Sent from Mrs Taylor’s iPad
This was the result of a quick brainstorm between Sorrel and me in October. I took photos but they were not clear. I typed up and tidied up our notes and the resulting document was discussed during the Languages Department meeting on Monday 9 November. It was well received.
Reflection on my L1 English results 2014. Comparison with OC school averages and other decile 9 school averages.
AS90052 1.4 Produce creative writing. Last year for the first time I gave my L1 external students a choice of tasks. Either version A Conflict and Resolution. Or version B Up close and personal. (2015 versions attached).
Most students chose version A. Version B was new to me.
I spent quite some time in class teaching how to write correct dialogue as I had done some research into ‘showing not telling’ a short story. And dialogue is one of the ways you can do this. Unfortunately some students used too much dialogue in their story, and did not get the punctuation correct. I also noticed during the moderation meeting that not all of my colleagues agreed about how much dialogue would be acceptable. There were points made during the meeting which I wish I had known beforehand. I have taken these on board to improve my teaching this year.
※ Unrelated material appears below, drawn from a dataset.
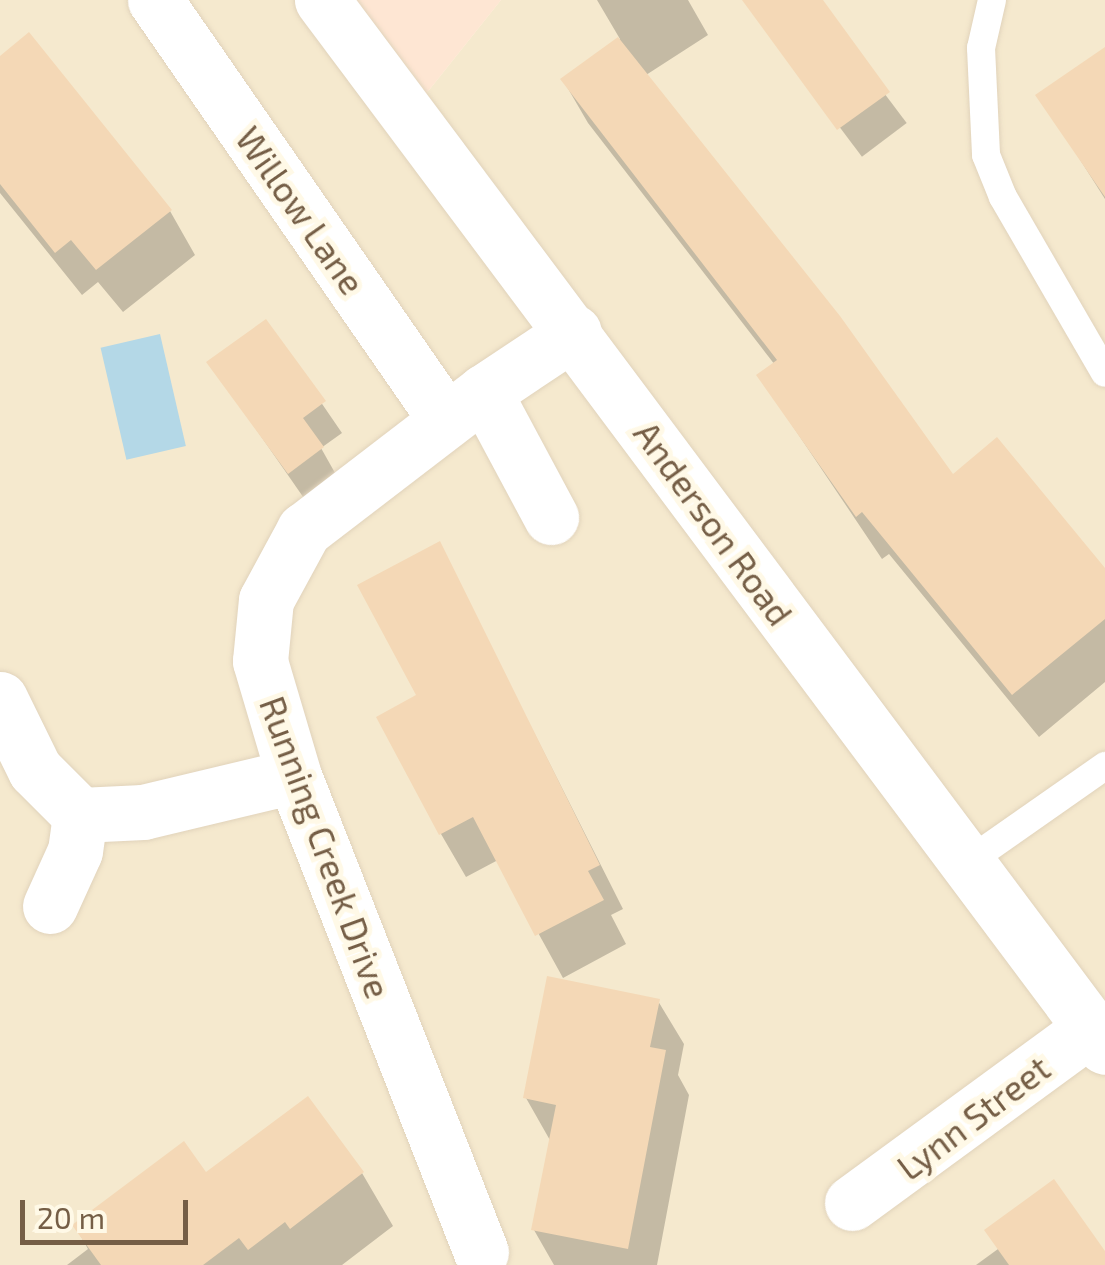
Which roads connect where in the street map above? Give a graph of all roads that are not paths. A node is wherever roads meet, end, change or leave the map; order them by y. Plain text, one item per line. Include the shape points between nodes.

Results: 23% NA, compared to the school average of 15%. Going through the results closely, I notice that students who did not achieve in this assessment, still managed to get their level 1 literacy because this result must have shocked them into trying harder for the rest of the year.
My aim this year is for fewer students to get NA for any assessment. However, I recognise this is not something I am fully in control of, because ultimately the students have to do the work themselves.
AS90852. 1.8 Explain significant connections across texts using supporting evidence. I was mostly satisfied with these results. I was pleased that many of the students who had NA for creative writing, achieved this assessment. I had fewer NAs, comparatively, and 6% more merits. My goal would be to encourage merit level students to reach excellence standard more often, to meet the average which was 12% last year.
I am using the same texts as last year, but will check more thoroughly which text the students choose for their own choice, and to ensure students understand they must find their own connections in their own text.
AS90855. 1.7 Create a visual text. This internal assessment has already been this year. I hope the end result will be fewer NAs than last year as I made a concerted effort to change the way I taught this assessment. This year I showed the students plenty of exemplars, and went through 3 NA exemplars quite thoroughly with them before they started. I often get the impression the students would do well with extra time, as there is not a lot of time for the gathering and processing of techniques, exemplars and short pre-production tasks. However, I organised e time better in class so I hope this will have made a difference.
One difficulty I experience is that the ‘Internal’ students are much slower to get started, and also there are more students at this level who are reluctant to make a picture. I found it difficult to motivate these students and keep them on track, however, ultimately, only one student did not submit because he stopped coming to school.
In the final analysis:
1. I had 81 students. 86% of whom passed level 1 English. 91% of whom attained level 1 literacy though English credits alone. This was higher than 86% and just under 92% respectively.